The description from the ARM ARM is:

"A write buffer is a block of high-speed memory whose purpose is to
optimize stores to main memory. When a store occurs, its data, address
and other details, for example data size, are written to the write
buffer at high speed. The write buffer then completes the store at main
memory speed. This is typically much slower than the speed of the ARM
processor. In the meantime, the ARM processor can proceed to execute
further instructions at full speed."

Eventually the write has to go out, and that far side is generally
slower the write buffer can fill up and the processor has to wait for
some space before continuing.  Like a cache helps the processor with
making many loads faster, the write buffer helps to make many writes
faster.

Now the TEX bits you just have to look up and there is the rub there
are likely more than one set of tables for TEX C and B, I am going
to stick with a TEX of 0b000 and not mess with any fancy features
there.  Now depending on whether this is considered an older arm
(ARMv5) or an ARMv6 or newer the combination of TEX, C and B have
some subtle differences.  The cache bit in particular does enable
or disable this space as cacheable.  You still independently need
to turn on the instruction and data caches and need an if cacheable
and the cache is on for the access type within that section, then it
will cache it...So we set tex to zeros to just keep it out of the way.

Lastly the domain bits.  Now you will see a 4 bit domain thing and
a 2 bit domain thing.  These are related.  There is a register in
the MMU right next to the translation table base address register this
one is a 32 bit register that contains 16 different domain definitions.

The two bit domain controls are defined as such.

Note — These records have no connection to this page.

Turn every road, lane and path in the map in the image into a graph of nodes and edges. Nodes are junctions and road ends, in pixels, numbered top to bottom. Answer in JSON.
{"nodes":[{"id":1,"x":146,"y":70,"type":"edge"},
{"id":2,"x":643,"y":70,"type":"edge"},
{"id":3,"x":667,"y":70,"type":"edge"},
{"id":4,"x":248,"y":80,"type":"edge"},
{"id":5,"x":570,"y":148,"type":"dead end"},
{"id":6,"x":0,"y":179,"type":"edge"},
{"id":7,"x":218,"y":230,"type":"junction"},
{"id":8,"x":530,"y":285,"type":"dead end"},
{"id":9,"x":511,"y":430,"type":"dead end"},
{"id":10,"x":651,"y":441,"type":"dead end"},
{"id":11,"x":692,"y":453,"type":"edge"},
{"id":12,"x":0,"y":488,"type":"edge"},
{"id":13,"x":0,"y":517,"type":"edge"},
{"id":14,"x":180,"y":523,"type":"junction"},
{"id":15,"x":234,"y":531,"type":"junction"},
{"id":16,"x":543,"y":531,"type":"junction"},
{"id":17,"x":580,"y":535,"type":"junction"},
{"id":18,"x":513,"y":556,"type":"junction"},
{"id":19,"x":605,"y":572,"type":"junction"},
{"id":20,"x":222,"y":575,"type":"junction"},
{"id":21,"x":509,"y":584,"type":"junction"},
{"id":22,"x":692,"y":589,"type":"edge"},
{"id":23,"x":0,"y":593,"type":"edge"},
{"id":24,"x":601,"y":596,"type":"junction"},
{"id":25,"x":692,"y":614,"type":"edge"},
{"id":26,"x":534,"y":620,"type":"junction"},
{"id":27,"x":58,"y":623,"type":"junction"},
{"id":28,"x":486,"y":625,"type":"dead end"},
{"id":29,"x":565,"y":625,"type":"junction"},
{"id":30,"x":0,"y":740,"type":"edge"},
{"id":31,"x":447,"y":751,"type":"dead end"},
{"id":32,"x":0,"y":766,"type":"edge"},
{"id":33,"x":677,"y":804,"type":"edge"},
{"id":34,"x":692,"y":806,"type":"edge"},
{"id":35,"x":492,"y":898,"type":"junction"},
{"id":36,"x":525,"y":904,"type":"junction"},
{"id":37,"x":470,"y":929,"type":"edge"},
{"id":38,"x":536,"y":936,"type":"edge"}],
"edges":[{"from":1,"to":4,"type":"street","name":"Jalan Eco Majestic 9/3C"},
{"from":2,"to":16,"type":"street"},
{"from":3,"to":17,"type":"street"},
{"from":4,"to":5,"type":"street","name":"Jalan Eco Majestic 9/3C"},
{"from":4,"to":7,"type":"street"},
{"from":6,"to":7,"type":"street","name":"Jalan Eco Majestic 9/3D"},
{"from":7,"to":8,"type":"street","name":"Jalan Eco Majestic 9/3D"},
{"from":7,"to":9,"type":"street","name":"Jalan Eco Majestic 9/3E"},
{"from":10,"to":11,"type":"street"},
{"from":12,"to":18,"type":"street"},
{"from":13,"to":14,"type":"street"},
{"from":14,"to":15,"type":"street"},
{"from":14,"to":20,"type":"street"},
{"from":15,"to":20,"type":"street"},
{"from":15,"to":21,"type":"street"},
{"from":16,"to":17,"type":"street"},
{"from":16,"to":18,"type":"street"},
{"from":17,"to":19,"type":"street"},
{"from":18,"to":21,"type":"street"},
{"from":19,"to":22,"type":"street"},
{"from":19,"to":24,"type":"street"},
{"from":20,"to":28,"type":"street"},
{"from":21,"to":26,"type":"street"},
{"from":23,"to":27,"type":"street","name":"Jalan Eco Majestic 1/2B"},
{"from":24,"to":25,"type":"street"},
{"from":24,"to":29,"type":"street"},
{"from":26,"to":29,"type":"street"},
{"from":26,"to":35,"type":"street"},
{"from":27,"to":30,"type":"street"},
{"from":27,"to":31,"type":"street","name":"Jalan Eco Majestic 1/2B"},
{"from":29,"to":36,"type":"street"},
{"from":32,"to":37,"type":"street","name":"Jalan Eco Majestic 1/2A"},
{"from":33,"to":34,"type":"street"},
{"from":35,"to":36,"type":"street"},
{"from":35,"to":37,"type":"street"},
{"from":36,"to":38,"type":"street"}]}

0b00 No access Any access generates a domain fault
0b01 Client Accesses are checked against the access permission bits in the TLB entry
0b10 Reserved Using this value has UNPREDICTABLE results
0b11 Manager Accesses are not checked against the access permission bits in the TLB
entry, so a permission fault cannot be generated

For starters we are going to set all of the domains to 0b11 dont check
cant fault.  What are these 16 domains though?  Notice it takes 4 bits
to describe one of 16 things.  The different domains have no specific
meaning other than that we can have 16 different definitions that we
control for whatever reason.  You might allow for 16 different
threads running at once in your operating system, or 16 different
types of software running (kernel, application, ...) you can mark
a bunch of sections as belonging to one parituclar domain, and with a
simple change to that domain control register, a whole domain might
go from one type of permission to another, from no checking to
no access for example.

Since I usually use the MMU in bare metal to enable data caching on ram
I set my domain controls to 0b11, no checking and I simply make all
the MMU sections domain number 0.

So we end up with this simple function that allows us to add first level
descriptors in the MMU translation table.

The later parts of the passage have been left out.